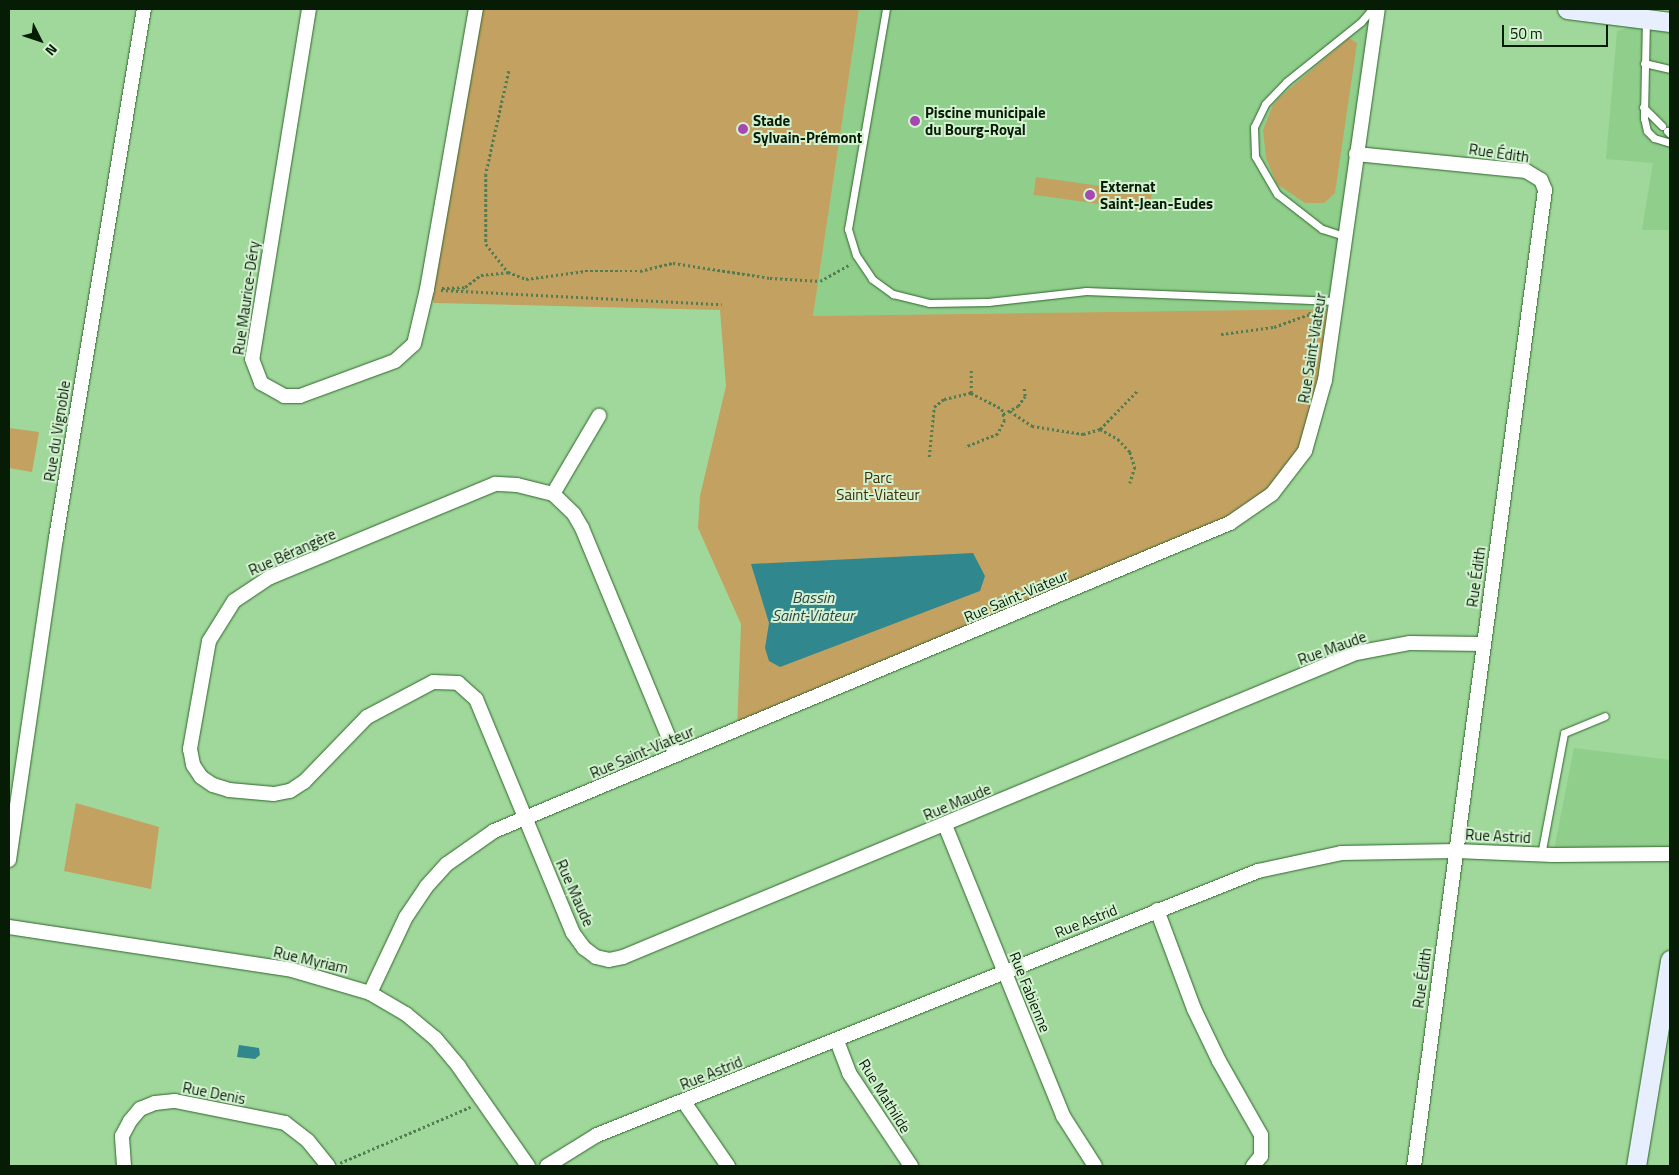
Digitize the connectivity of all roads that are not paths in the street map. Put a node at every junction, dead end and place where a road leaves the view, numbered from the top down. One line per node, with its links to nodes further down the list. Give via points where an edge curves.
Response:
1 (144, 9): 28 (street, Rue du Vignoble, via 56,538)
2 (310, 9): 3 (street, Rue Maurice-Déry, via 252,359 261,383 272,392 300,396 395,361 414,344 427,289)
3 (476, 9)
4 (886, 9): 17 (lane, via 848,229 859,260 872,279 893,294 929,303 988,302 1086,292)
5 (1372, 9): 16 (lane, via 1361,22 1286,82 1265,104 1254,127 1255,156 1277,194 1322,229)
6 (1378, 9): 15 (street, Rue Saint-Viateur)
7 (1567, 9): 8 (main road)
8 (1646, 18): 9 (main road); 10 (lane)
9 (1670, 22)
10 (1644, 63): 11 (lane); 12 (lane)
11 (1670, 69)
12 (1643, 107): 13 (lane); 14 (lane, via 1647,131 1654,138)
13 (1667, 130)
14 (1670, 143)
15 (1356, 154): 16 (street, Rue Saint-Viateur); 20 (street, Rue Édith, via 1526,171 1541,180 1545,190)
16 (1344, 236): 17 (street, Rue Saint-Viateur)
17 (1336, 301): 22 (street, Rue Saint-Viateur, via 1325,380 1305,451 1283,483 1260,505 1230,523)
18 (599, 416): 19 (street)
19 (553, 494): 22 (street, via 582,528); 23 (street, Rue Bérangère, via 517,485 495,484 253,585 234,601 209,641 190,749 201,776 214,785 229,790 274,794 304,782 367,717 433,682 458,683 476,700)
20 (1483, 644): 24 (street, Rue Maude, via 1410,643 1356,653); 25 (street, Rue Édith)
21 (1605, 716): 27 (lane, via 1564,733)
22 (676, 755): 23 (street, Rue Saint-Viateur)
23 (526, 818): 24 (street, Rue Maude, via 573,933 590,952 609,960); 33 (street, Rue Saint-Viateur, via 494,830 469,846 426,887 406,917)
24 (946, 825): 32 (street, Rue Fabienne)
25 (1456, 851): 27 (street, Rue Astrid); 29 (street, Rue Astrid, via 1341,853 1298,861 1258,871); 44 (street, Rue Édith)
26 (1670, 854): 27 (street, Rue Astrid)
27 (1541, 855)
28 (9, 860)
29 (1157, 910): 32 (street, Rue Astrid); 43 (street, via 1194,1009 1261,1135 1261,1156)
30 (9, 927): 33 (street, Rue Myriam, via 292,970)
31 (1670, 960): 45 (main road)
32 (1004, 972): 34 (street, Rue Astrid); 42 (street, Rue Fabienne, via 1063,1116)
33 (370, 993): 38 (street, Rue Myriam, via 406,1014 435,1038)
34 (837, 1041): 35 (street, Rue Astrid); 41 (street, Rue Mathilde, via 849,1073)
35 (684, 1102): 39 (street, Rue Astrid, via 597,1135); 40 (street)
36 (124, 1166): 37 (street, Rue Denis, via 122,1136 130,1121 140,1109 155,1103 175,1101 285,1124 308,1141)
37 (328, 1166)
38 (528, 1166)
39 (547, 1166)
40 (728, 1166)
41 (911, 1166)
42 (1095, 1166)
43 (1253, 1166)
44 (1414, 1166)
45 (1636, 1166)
========
• WHAT YOU SHOULD DO
Copy out each line carrying the string "Viateur" from the data.

• EXERCISE SOLUTION
6 (1378, 9): 15 (street, Rue Saint-Viateur)
15 (1356, 154): 16 (street, Rue Saint-Viateur); 20 (street, Rue Édith, via 1526,171 1541,180 1545,190)
16 (1344, 236): 17 (street, Rue Saint-Viateur)
17 (1336, 301): 22 (street, Rue Saint-Viateur, via 1325,380 1305,451 1283,483 1260,505 1230,523)
22 (676, 755): 23 (street, Rue Saint-Viateur)
23 (526, 818): 24 (street, Rue Maude, via 573,933 590,952 609,960); 33 (street, Rue Saint-Viateur, via 494,830 469,846 426,887 406,917)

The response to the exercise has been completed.